TASK DESCRIPTION: Count only the lines of the records that hold "dead", then give the number without any other words.
DATA section start
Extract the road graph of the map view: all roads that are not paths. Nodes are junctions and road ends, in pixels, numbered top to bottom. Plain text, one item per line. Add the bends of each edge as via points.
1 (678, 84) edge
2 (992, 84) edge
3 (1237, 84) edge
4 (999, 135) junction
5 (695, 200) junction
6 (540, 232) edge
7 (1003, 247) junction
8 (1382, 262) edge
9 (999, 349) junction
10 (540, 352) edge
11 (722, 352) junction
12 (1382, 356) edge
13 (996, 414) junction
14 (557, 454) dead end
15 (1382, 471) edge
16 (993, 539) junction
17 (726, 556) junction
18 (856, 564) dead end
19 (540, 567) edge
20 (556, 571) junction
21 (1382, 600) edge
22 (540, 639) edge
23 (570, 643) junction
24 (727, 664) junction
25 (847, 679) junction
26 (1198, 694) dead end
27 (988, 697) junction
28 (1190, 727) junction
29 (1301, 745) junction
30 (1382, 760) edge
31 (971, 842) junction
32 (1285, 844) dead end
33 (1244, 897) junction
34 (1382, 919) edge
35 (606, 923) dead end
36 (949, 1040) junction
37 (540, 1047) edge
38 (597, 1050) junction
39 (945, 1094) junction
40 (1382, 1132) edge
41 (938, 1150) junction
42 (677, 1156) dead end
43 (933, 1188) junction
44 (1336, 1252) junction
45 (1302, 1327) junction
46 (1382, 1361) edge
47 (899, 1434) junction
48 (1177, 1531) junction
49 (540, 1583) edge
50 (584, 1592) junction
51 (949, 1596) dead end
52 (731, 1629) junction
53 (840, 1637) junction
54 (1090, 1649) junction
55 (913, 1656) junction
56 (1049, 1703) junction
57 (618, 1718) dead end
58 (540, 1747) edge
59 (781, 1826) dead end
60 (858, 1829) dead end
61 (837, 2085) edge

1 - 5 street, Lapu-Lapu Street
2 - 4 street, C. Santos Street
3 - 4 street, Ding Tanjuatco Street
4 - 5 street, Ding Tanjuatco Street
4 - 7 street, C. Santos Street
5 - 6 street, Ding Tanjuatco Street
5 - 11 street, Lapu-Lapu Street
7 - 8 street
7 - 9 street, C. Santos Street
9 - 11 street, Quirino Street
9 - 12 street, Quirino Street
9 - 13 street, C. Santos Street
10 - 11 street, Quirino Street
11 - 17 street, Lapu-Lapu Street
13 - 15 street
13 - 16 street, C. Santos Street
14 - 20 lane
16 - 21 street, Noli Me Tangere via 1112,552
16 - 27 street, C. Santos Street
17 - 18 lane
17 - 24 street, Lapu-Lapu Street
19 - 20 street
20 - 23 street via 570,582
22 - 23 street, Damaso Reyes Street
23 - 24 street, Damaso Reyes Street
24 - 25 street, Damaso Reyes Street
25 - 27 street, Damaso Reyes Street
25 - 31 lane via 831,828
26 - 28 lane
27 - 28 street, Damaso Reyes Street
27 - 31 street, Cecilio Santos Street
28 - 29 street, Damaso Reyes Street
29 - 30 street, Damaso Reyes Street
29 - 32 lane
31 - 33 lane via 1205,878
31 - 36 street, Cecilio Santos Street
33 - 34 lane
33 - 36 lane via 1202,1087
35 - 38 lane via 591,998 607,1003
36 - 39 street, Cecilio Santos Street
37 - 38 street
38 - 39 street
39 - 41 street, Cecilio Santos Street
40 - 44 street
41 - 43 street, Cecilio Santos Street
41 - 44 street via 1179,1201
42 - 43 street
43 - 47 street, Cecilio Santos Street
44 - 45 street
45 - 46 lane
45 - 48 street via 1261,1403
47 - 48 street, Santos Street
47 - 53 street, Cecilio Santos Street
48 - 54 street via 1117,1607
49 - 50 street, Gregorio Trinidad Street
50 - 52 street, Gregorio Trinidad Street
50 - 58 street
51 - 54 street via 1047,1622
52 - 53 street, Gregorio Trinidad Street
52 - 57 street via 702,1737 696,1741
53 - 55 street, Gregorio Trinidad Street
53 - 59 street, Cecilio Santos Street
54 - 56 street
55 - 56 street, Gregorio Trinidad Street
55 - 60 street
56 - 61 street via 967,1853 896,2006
DATA section end
OUTPUT BELOW: 10